31 de janeiro: Victoria Nuland viaja para Kiev e conhece Budanov. Depois, numa coletiva de imprensa duvidosa à noite, no meio de uma rua vazia, ela promete “surpresas desagradáveis” a Putin: código para a guerra assimétrica.
22 de Fevereiro: Nuland aparece num evento do Centro de Estudos Estratégicos e Internacionais (CSIS) e sublinha as “surpresas desagradáveis” e a guerra assimétrica. Isso pode ser interpretado como o sinal definitivo para que Budanov comece a implantar operações sujas.

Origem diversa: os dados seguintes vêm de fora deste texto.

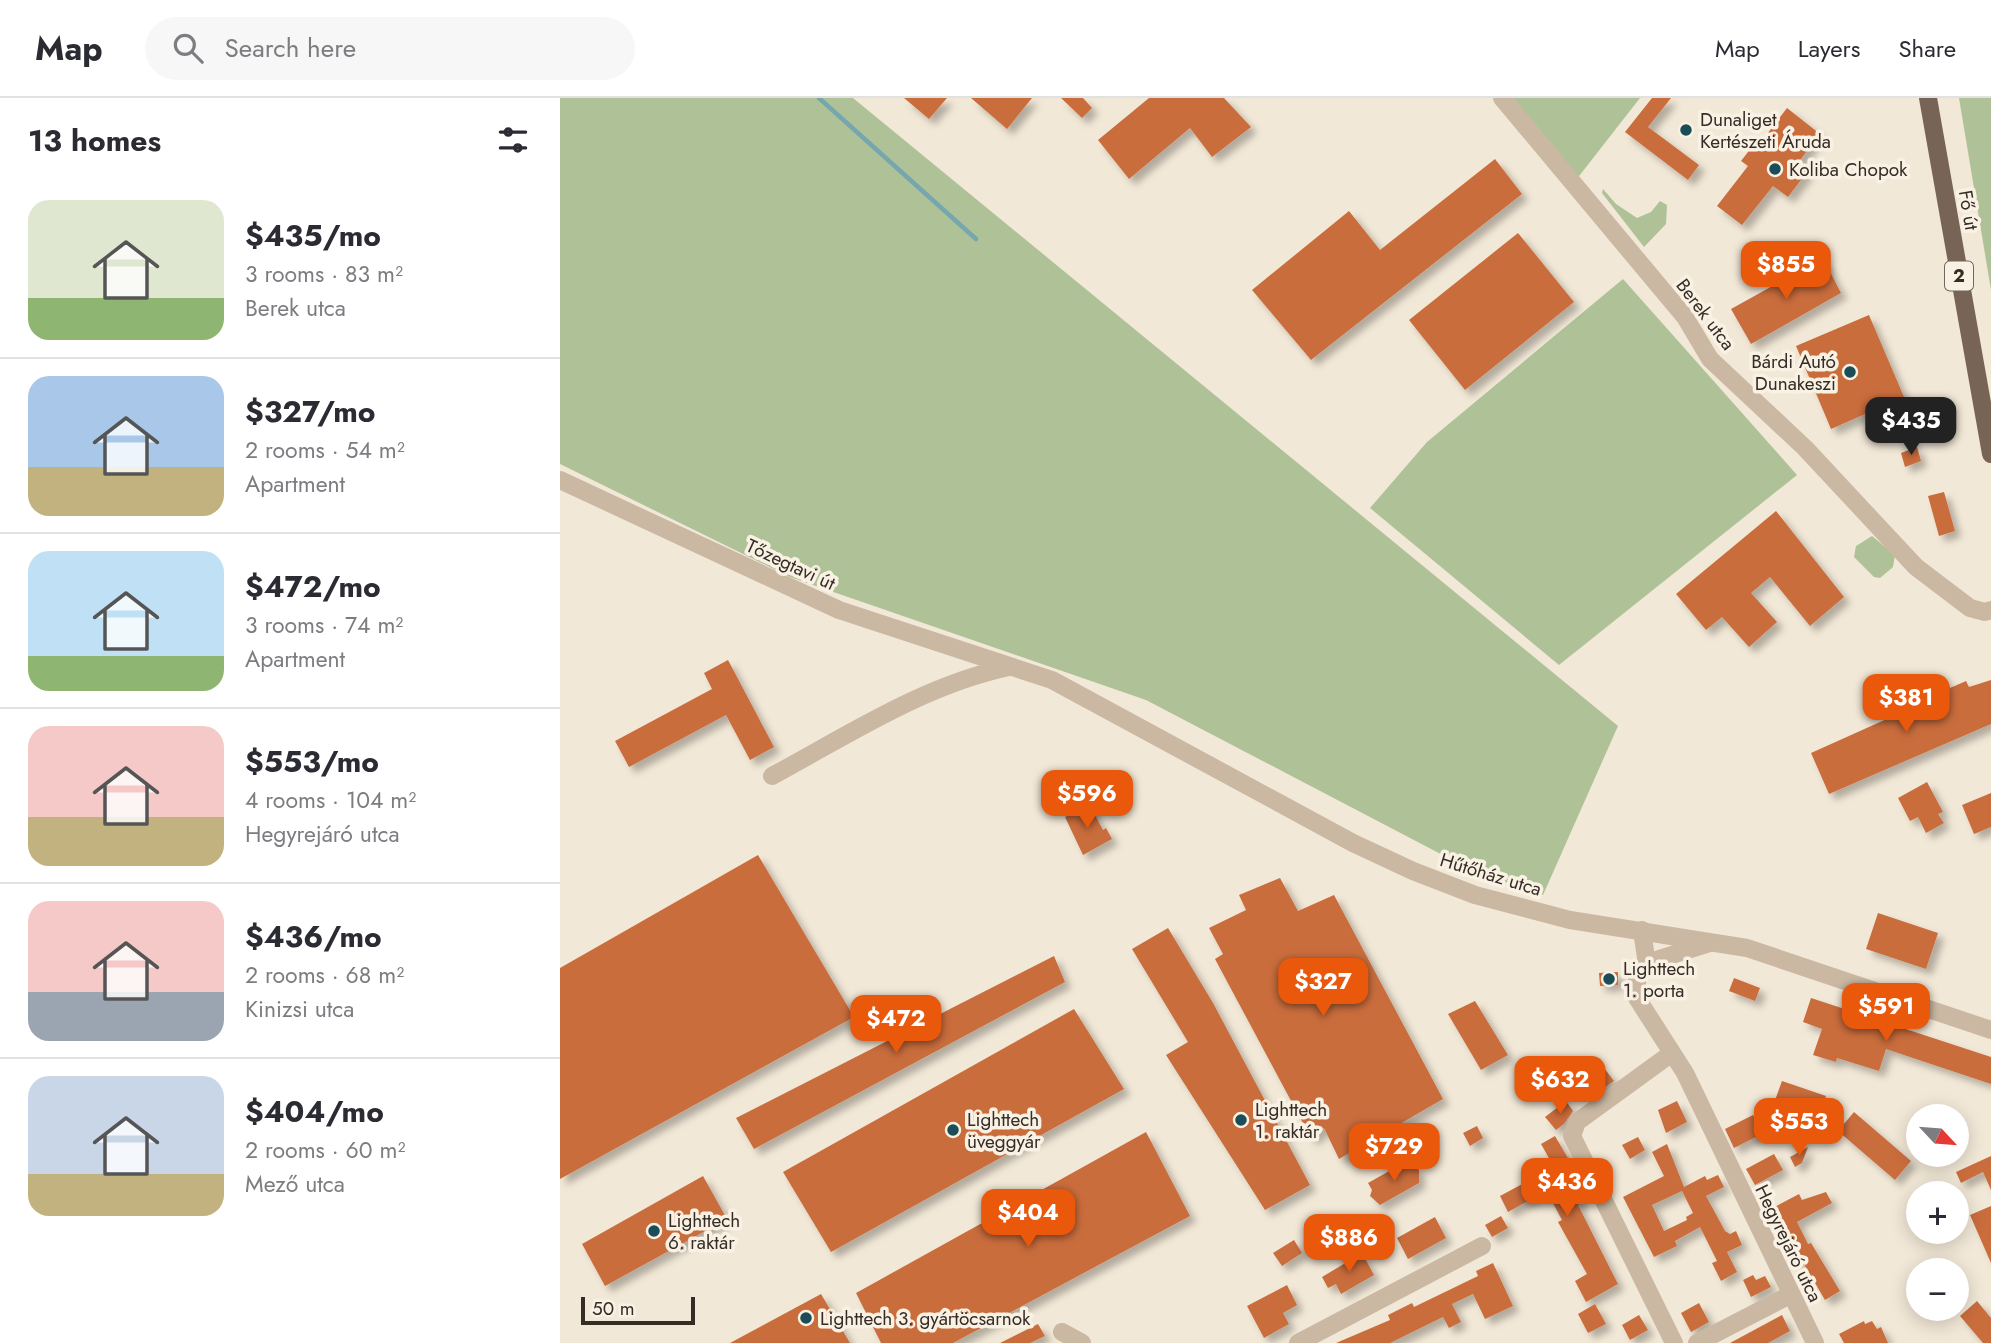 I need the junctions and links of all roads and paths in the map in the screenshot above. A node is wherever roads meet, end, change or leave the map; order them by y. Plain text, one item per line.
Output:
1 (1502, 98) edge
2 (1928, 98) edge
3 (1991, 454) edge
4 (560, 480) edge
5 (1991, 610) edge
6 (1012, 667) junction
7 (772, 776) dead end
8 (1642, 930) junction
9 (1713, 942) junction
10 (1647, 965) junction
11 (1991, 1030) edge
12 (1672, 1053) junction
13 (1482, 1246) dead end
14 (1790, 1295) junction
15 (1062, 1332) dead end
16 (1082, 1343) edge
17 (1298, 1343) edge
18 (1675, 1343) edge
19 (1697, 1343) edge
20 (1815, 1343) edge

1 - 5 street, Berek utca
2 - 3 main road, Fő út / 2
4 - 6 street, Tőzegtavi út
6 - 7 street
6 - 8 street, Hűtőház utca
8 - 9 street, Hűtőház utca
8 - 10 street
9 - 10 street
9 - 11 street, Hűtőház utca
10 - 12 street, Hegyrejáró utca
12 - 14 street, Hegyrejáró utca
12 - 18 street
13 - 17 street
14 - 19 street
14 - 20 street, Hegyrejáró utca
15 - 16 street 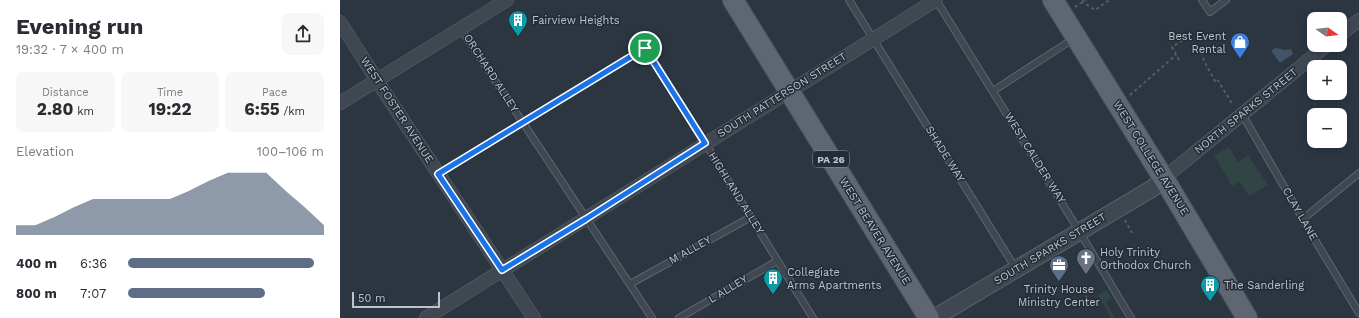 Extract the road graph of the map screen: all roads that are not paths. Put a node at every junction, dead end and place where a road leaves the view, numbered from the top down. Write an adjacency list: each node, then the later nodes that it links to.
1 (507, 0): 8 (street)
2 (733, 0): 17 (main road, WEST BEAVER AVENUE / PA 26)
3 (849, 0): 14 (lane, SHADE WAY)
4 (936, 0): 14 (street, SOUTH PATTERSON STREET); 18 (lane, WEST CALDER WAY)
5 (1053, 0): 13 (main road, WEST COLLEGE AVENUE)
6 (1202, 0): 7 (lane)
7 (1226, 0)
8 (491, 4): 11 (street)
9 (340, 22): 16 (street, WEST FOSTER AVENUE)
10 (1357, 26): 12 (street)
11 (462, 29): 16 (street); 21 (lane, ORCHARD ALLEY)
12 (1347, 31)
13 (1076, 37): 18 (lane); 25 (main road, WEST COLLEGE AVENUE)
14 (873, 39): 17 (street, SOUTH PATTERSON STREET); 31 (lane, SHADE WAY)
15 (1318, 52): 20 (street, NORTH SPARKS STREET)
16 (377, 80): 19 (street); 24 (street, WEST FOSTER AVENUE)
17 (789, 91): 22 (street, SOUTH PATTERSON STREET); 40 (main road, WEST BEAVER AVENUE / PA 26)
18 (992, 91): 29 (lane, WEST CALDER WAY)
19 (340, 103)
20 (1237, 109): 25 (street, NORTH SPARKS STREET); 28 (lane, CLAY LANE)
21 (523, 122): 22 (lane, HIGHLAND ALLEY); 24 (lane); 27 (lane, ORCHARD ALLEY)
22 (705, 143): 26 (lane, HIGHLAND ALLEY); 27 (street, SOUTH PATTERSON STREET)
23 (1359, 173): 28 (lane)
24 (438, 174): 32 (street, WEST FOSTER AVENUE)
25 (1164, 178): 29 (street, SOUTH SPARKS STREET); 43 (main road, WEST COLLEGE AVENUE)
26 (751, 217): 30 (lane, HIGHLAND ALLEY); 33 (lane, M ALLEY)
27 (586, 219): 32 (street, SOUTH PATTERSON STREET); 33 (lane, ORCHARD ALLEY)
28 (1303, 219): 34 (lane, CLAY LANE)
29 (1079, 231): 31 (street, SOUTH SPARKS STREET); 42 (lane, WEST CALDER WAY)
30 (777, 261): 38 (lane, L ALLEY); 39 (lane, HIGHLAND ALLEY)
31 (1016, 269): 41 (street, SOUTH SPARKS STREET)
32 (502, 270): 35 (street, SOUTH PATTERSON STREET); 36 (street, WEST FOSTER AVENUE)
33 (630, 284): 37 (lane, ORCHARD ALLEY)
34 (1359, 313)
35 (426, 318)
36 (534, 318)
37 (652, 318)
38 (679, 318)
39 (813, 318)
40 (929, 318)
41 (934, 318)
42 (1131, 318)
43 (1247, 318)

25 de Fevereiro: O New York Times publica uma história sobre células da CIA na Ucrânia: nada que a inteligência russa já não saiba.
Depois, houve uma pausa até 5 de março – quando um jogo de sombras crucial pode ter estado em vigor. Cenário privilegiado: Nuland foi um importante conspirador de operações sujas ao lado da CIA e do GUR ucraniano (Budanov). Facções rivais do Estado Profundo apoderaram-se dela e manobraram para “acabar” com ela de uma forma ou de outra – porque a inteligência russa teria inevitavelmente ligado os pontos.
No entanto, Nuland, na verdade, ainda não está “aposentado”; ela ainda é apresentada como Subsecretária de Estado para Assuntos Políticos e apareceu recentemente em Roma para uma reunião relacionada ao G7, embora seu novo trabalho, em teoria, pareça ser na Universidade de Columbia (uma manobra de Hillary Clinton).
Entretanto, os meios para uma grande “surpresa desagradável” já estão preparados, no escuro e totalmente fora do radar. A operação não pode ser cancelada.
5 de março: Little Blinken anuncia formalmente a “aposentadoria” de Nuland.
7 de março: Pelo menos um tadjique entre os quatro membros do comando terrorista visita o local do Crocus e tira uma foto.
7 a 8 de Março à noite: As embaixadas dos EUA e da Grã-Bretanha anunciam simultaneamente um possível ataque terrorista a Moscou, dizendo aos seus cidadãos para evitarem “concertos” e reuniões nos próximos dois dias.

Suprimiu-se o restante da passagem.